WHAT THE TASK ASKS:
Locate and copy each line in the data that contains the word "graph".

DATASET RECORDS:
Segment Open
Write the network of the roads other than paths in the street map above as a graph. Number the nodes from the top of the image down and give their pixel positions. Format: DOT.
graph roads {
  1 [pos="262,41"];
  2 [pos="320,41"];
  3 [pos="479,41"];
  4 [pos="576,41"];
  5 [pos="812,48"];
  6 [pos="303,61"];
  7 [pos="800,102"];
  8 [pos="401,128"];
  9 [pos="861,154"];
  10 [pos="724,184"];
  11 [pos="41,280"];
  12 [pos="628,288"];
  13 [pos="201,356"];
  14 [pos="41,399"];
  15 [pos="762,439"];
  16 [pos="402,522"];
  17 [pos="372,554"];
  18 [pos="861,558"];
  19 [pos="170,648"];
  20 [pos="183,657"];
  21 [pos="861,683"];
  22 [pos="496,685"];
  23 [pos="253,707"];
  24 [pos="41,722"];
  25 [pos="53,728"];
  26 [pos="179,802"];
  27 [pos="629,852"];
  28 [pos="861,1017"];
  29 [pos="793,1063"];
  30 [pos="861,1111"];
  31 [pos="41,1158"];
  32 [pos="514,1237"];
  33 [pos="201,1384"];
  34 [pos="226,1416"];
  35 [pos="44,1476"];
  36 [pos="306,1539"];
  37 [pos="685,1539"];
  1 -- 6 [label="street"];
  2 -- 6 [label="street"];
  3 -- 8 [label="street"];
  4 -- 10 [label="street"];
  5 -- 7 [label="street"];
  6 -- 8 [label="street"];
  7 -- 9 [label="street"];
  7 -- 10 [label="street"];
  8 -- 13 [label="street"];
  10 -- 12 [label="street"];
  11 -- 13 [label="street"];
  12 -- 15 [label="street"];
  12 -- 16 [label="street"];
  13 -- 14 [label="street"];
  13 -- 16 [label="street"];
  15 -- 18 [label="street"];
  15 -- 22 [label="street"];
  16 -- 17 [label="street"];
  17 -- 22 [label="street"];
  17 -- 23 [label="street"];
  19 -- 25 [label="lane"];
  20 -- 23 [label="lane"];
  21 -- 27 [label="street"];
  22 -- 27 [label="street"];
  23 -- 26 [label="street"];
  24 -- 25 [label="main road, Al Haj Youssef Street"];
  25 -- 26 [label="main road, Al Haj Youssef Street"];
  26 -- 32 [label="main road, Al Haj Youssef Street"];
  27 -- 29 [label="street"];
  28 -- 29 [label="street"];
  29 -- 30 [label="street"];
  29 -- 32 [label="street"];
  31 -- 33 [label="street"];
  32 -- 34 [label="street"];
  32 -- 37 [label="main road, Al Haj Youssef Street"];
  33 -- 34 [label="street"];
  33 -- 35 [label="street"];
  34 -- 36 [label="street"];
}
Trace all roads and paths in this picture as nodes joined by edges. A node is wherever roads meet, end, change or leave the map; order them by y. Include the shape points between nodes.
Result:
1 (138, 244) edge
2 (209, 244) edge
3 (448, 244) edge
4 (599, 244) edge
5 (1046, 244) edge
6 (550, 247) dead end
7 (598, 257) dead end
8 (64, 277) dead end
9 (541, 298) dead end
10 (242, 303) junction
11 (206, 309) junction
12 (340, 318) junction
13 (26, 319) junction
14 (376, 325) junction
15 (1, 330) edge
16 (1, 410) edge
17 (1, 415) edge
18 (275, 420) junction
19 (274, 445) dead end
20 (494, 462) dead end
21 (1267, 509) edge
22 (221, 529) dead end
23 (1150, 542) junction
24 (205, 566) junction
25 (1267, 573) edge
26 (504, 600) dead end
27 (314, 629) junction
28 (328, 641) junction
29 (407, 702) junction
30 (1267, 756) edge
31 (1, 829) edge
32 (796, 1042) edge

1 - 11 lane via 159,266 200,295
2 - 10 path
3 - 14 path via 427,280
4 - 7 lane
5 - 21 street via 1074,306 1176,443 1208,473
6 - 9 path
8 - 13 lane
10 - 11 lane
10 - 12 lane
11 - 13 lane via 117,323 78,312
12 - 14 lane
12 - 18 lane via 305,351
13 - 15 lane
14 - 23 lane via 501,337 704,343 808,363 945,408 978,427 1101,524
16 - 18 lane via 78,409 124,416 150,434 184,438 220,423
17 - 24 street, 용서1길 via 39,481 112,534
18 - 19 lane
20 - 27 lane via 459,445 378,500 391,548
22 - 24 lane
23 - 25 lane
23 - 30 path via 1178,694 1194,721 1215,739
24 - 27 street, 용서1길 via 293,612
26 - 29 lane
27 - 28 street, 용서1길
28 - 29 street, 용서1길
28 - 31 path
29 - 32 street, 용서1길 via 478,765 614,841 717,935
Segment Closed
Segment Open
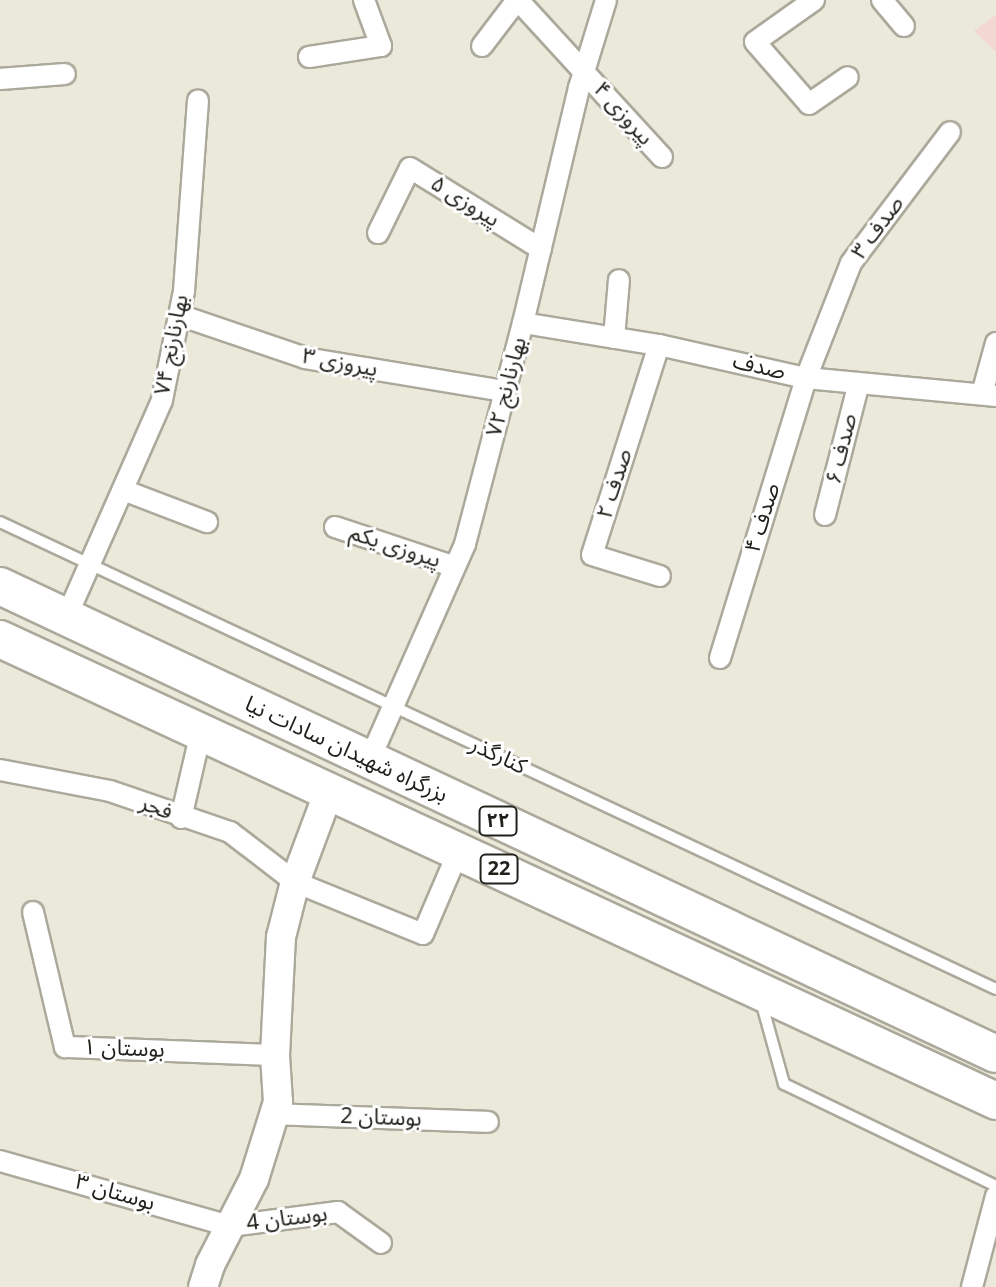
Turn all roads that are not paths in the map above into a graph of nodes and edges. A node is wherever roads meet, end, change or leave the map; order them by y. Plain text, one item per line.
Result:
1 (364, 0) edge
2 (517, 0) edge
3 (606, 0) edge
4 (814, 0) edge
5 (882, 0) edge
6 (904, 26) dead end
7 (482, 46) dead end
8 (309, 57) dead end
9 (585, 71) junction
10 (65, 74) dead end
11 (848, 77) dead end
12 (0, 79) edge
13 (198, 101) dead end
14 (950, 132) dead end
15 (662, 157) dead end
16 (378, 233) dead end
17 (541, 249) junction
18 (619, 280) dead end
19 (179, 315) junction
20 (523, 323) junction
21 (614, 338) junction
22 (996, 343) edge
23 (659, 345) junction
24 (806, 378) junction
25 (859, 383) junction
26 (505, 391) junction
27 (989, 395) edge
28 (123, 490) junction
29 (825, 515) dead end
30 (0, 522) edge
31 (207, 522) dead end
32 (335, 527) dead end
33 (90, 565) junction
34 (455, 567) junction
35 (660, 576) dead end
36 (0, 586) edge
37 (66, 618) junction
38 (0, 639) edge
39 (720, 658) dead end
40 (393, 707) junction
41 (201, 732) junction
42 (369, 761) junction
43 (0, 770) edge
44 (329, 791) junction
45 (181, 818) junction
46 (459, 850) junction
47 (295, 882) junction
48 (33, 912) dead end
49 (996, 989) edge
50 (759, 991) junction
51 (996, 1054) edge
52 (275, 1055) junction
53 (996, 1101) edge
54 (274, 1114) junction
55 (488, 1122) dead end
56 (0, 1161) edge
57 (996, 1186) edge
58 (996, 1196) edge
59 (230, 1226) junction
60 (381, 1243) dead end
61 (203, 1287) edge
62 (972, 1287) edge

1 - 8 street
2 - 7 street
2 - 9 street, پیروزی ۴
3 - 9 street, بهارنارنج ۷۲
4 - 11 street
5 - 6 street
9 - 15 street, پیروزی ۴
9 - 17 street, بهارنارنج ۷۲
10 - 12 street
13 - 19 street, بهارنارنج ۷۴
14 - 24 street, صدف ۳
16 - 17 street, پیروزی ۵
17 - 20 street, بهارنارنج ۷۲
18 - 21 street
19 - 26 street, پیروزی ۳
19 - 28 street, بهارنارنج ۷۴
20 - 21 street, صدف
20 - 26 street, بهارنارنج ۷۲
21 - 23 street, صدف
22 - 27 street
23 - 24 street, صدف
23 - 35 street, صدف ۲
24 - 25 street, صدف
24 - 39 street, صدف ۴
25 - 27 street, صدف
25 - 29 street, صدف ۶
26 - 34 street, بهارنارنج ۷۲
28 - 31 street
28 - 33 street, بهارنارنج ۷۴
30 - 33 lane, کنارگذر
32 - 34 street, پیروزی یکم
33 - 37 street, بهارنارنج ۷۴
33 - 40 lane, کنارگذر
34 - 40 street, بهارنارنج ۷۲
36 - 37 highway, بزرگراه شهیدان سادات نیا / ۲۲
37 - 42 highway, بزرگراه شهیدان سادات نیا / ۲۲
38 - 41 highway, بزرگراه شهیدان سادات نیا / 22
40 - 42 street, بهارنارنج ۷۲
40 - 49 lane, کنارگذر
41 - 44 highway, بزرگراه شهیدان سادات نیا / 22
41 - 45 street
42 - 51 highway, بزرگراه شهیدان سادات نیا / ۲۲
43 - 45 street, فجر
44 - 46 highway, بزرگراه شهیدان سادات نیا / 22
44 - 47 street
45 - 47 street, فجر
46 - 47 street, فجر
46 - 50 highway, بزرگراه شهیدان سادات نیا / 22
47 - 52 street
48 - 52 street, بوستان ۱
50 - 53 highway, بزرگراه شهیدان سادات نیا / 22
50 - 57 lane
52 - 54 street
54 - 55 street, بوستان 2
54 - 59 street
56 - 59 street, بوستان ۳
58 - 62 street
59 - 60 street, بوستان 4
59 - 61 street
Segment Closed
REPLY TO THE EXERCISE:
Write the network of the roads other than paths in the street map above as a graph. Number the nodes from the top of the image down and give their pixel positions. Format: DOT.
graph roads {
Turn all roads that are not paths in the map above into a graph of nodes and edges. A node is wherever roads meet, end, change or leave the map; order them by y. Plain text, one item per line.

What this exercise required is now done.